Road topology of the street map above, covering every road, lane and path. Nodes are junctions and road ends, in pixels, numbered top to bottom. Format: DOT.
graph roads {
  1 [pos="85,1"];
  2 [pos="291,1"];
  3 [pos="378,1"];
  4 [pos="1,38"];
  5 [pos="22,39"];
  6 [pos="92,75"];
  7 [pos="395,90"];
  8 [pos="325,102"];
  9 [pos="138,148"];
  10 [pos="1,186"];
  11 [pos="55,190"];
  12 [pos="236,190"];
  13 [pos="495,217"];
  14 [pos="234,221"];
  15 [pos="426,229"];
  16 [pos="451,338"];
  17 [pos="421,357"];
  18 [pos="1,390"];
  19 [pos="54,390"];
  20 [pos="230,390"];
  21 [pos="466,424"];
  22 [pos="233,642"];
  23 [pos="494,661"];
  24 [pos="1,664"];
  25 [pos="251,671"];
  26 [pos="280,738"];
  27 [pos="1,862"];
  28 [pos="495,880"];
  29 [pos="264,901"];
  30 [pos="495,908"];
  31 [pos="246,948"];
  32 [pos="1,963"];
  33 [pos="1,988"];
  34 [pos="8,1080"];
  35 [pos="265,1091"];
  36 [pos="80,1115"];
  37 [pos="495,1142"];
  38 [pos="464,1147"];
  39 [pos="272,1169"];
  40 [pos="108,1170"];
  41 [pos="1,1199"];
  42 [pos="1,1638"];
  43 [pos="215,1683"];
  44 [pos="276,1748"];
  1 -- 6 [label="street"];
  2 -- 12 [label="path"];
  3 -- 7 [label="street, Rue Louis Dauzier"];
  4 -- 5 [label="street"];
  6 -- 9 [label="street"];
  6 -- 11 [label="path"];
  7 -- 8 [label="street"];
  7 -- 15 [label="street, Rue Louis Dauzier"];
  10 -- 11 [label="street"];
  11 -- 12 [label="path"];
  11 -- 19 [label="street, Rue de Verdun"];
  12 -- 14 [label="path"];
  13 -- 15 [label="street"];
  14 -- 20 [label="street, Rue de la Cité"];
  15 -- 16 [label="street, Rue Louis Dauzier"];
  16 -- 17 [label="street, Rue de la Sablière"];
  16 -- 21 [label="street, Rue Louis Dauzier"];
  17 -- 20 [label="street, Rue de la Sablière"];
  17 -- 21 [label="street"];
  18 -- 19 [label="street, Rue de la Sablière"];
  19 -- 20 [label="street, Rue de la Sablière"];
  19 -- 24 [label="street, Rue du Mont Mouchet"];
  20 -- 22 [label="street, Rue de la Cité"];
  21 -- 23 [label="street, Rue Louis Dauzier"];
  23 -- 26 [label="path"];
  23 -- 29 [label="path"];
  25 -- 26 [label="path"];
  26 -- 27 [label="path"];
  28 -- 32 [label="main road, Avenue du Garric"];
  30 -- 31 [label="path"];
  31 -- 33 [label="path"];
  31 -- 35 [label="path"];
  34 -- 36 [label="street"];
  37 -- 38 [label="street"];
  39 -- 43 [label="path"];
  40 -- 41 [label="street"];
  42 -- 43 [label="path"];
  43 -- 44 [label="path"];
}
-------------------------
### What to work on
Scan the material for the string "Sablière". Copy each line where it appears.

### Result below
  16 -- 17 [label="street, Rue de la Sablière"];
  17 -- 20 [label="street, Rue de la Sablière"];
  18 -- 19 [label="street, Rue de la Sablière"];
  19 -- 20 [label="street, Rue de la Sablière"];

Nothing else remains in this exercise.